START DATA TO USE

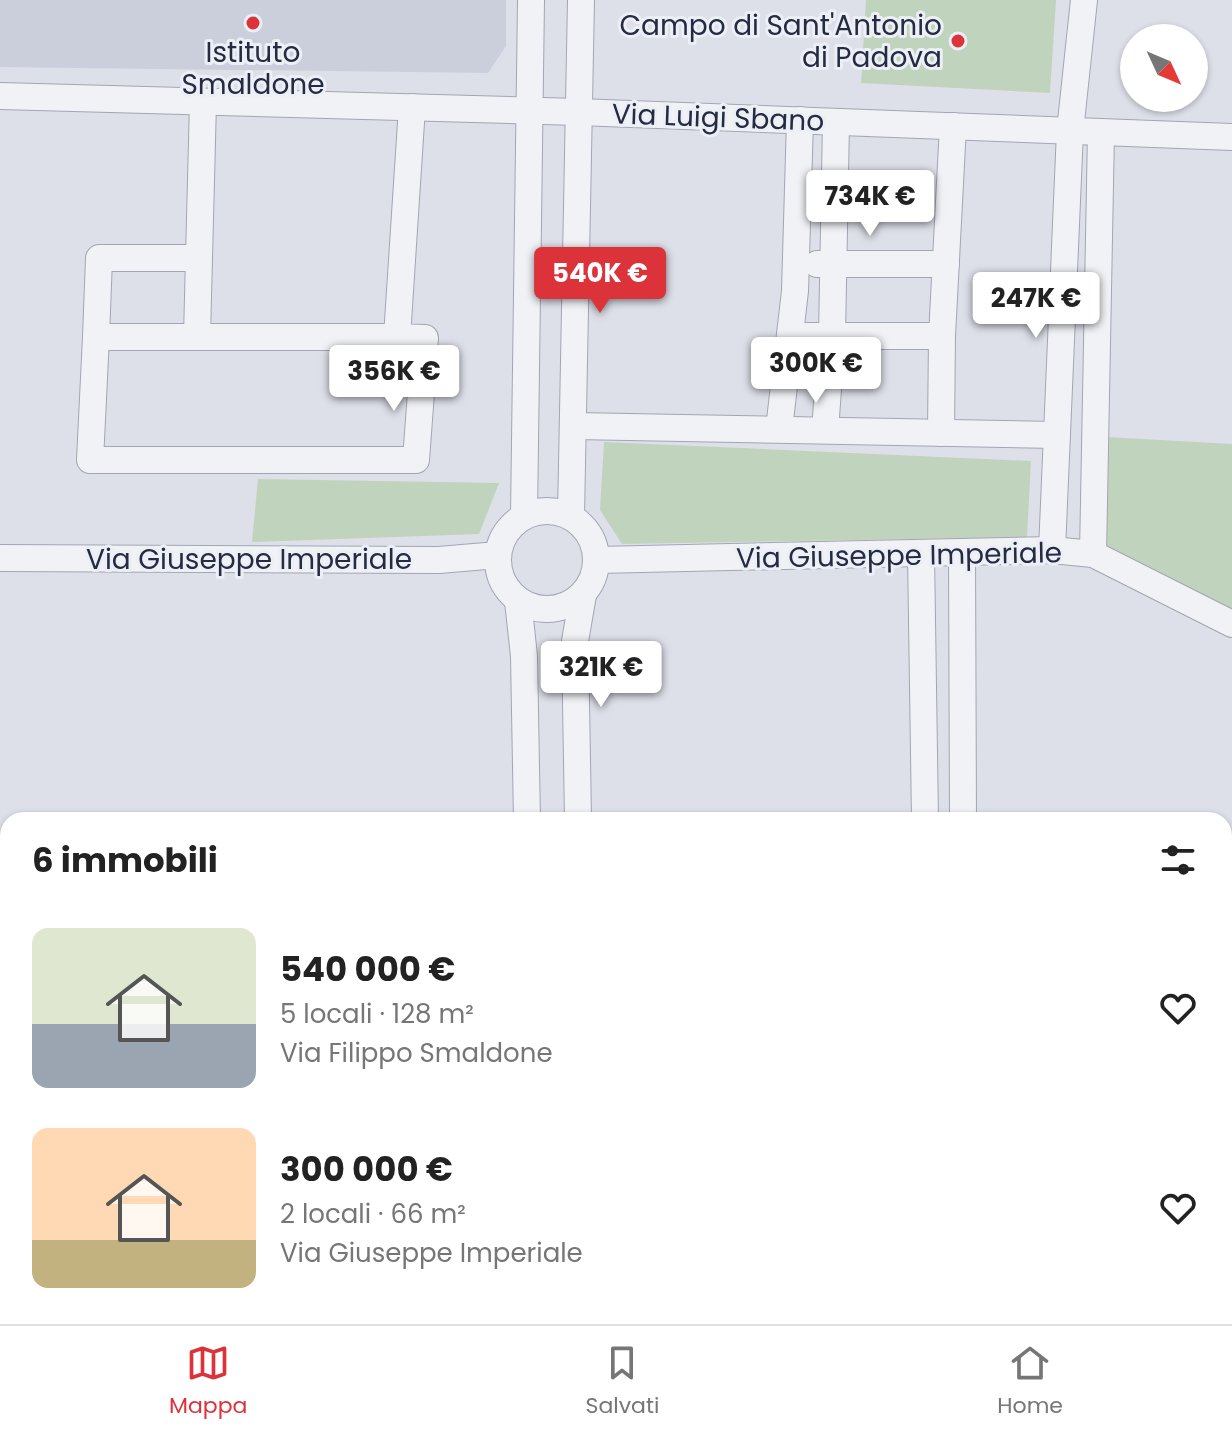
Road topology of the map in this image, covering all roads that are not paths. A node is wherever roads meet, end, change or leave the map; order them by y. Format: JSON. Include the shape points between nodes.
{"nodes":[{"id":1,"x":531,"y":0,"type":"edge"},
{"id":2,"x":581,"y":0,"type":"edge"},
{"id":3,"x":1084,"y":0,"type":"edge"},
{"id":4,"x":0,"y":96,"type":"edge"},
{"id":5,"x":203,"y":102,"type":"junction"},
{"id":6,"x":412,"y":107,"type":"junction"},
{"id":7,"x":530,"y":110,"type":"junction"},
{"id":8,"x":578,"y":112,"type":"junction"},
{"id":9,"x":800,"y":120,"type":"junction"},
{"id":10,"x":836,"y":122,"type":"junction"},
{"id":11,"x":953,"y":126,"type":"junction"},
{"id":12,"x":1070,"y":131,"type":"junction"},
{"id":13,"x":1101,"y":132,"type":"junction"},
{"id":14,"x":1232,"y":137,"type":"edge"},
{"id":15,"x":199,"y":258,"type":"junction"},
{"id":16,"x":833,"y":263,"type":"junction"},
{"id":17,"x":946,"y":264,"type":"junction"},
{"id":18,"x":796,"y":266,"type":"junction"},
{"id":19,"x":197,"y":336,"type":"junction"},
{"id":20,"x":790,"y":336,"type":"junction"},
{"id":21,"x":832,"y":336,"type":"junction"},
{"id":22,"x":942,"y":336,"type":"junction"},
{"id":23,"x":96,"y":337,"type":"junction"},
{"id":24,"x":397,"y":337,"type":"junction"},
{"id":25,"x":574,"y":426,"type":"junction"},
{"id":26,"x":779,"y":429,"type":"junction"},
{"id":27,"x":825,"y":430,"type":"junction"},
{"id":28,"x":941,"y":433,"type":"junction"},
{"id":29,"x":1057,"y":435,"type":"junction"},
{"id":30,"x":524,"y":516,"type":"junction"},
{"id":31,"x":571,"y":516,"type":"junction"},
{"id":32,"x":1052,"y":550,"type":"junction"},
{"id":33,"x":962,"y":552,"type":"junction"},
{"id":34,"x":921,"y":553,"type":"junction"},
{"id":35,"x":1093,"y":554,"type":"junction"},
{"id":36,"x":498,"y":555,"type":"junction"},
{"id":37,"x":0,"y":558,"type":"edge"},
{"id":38,"x":597,"y":560,"type":"junction"},
{"id":39,"x":583,"y":595,"type":"junction"},
{"id":40,"x":518,"y":601,"type":"junction"},
{"id":41,"x":1232,"y":624,"type":"edge"},
{"id":42,"x":527,"y":812,"type":"edge"},
{"id":43,"x":578,"y":812,"type":"edge"},
{"id":44,"x":925,"y":812,"type":"edge"},
{"id":45,"x":963,"y":812,"type":"edge"}],
"edges":[{"from":1,"to":7,"type":"street"},
{"from":2,"to":8,"type":"street"},
{"from":3,"to":12,"type":"street"},
{"from":4,"to":5,"type":"street","name":"Via Luigi Sbano"},
{"from":5,"to":6,"type":"street","name":"Via Luigi Sbano"},
{"from":5,"to":15,"type":"street"},
{"from":6,"to":7,"type":"street","name":"Via Luigi Sbano"},
{"from":6,"to":24,"type":"street"},
{"from":7,"to":8,"type":"street","name":"Via Luigi Sbano"},
{"from":7,"to":30,"type":"street"},
{"from":8,"to":9,"type":"street","name":"Via Luigi Sbano"},
{"from":8,"to":25,"type":"street"},
{"from":9,"to":10,"type":"street","name":"Via Luigi Sbano"},
{"from":9,"to":18,"type":"street"},
{"from":10,"to":11,"type":"street","name":"Via Luigi Sbano"},
{"from":10,"to":16,"type":"street"},
{"from":11,"to":12,"type":"street","name":"Via Luigi Sbano"},
{"from":11,"to":17,"type":"street"},
{"from":12,"to":13,"type":"street","name":"Via Luigi Sbano"},
{"from":12,"to":29,"type":"street"},
{"from":13,"to":14,"type":"street","name":"Via Luigi Sbano"},
{"from":13,"to":35,"type":"street"},
{"from":15,"to":19,"type":"street"},
{"from":15,"to":23,"type":"street","via":[[99,258]]},
{"from":16,"to":17,"type":"street"},
{"from":16,"to":18,"type":"street"},
{"from":16,"to":21,"type":"street"},
{"from":17,"to":22,"type":"street"},
{"from":18,"to":20,"type":"street"},
{"from":19,"to":23,"type":"street"},
{"from":19,"to":24,"type":"street"},
{"from":20,"to":21,"type":"street"},
{"from":20,"to":26,"type":"street"},
{"from":21,"to":22,"type":"street"},
{"from":21,"to":27,"type":"street"},
{"from":22,"to":28,"type":"street"},
{"from":23,"to":24,"type":"street","via":[[90,460],[416,460],[425,338]]},
{"from":25,"to":26,"type":"street"},
{"from":25,"to":31,"type":"street"},
{"from":26,"to":27,"type":"street"},
{"from":27,"to":28,"type":"street"},
{"from":28,"to":29,"type":"street"},
{"from":29,"to":32,"type":"street"},
{"from":30,"to":31,"type":"street","via":[[554,511]]},
{"from":30,"to":36,"type":"street","via":[[503,539]]},
{"from":31,"to":38,"type":"street","via":[[595,546]]},
{"from":32,"to":33,"type":"street","name":"Via Giuseppe Imperiale"},
{"from":32,"to":35,"type":"street","name":"Via Giuseppe Imperiale"},
{"from":33,"to":34,"type":"street","name":"Via Giuseppe Imperiale"},
{"from":33,"to":45,"type":"street"},
{"from":34,"to":38,"type":"street","name":"Via Giuseppe Imperiale"},
{"from":34,"to":44,"type":"street"},
{"from":35,"to":41,"type":"street","name":"Via Giuseppe Imperiale"},
{"from":36,"to":37,"type":"street","name":"Via Giuseppe Imperiale","via":[[439,560]]},
{"from":36,"to":40,"type":"street","via":[[505,588]]},
{"from":38,"to":39,"type":"street","via":[[594,579]]},
{"from":39,"to":40,"type":"street","via":[[550,610]]},
{"from":39,"to":43,"type":"street","via":[[575,641]]},
{"from":40,"to":42,"type":"street"}]}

END DATA TO USE

EXERCISE INSTRUCTIONS. Find, please, how many lines in the data include the word "nodes", and put down that number only.

THE COMPLETED TASK. 2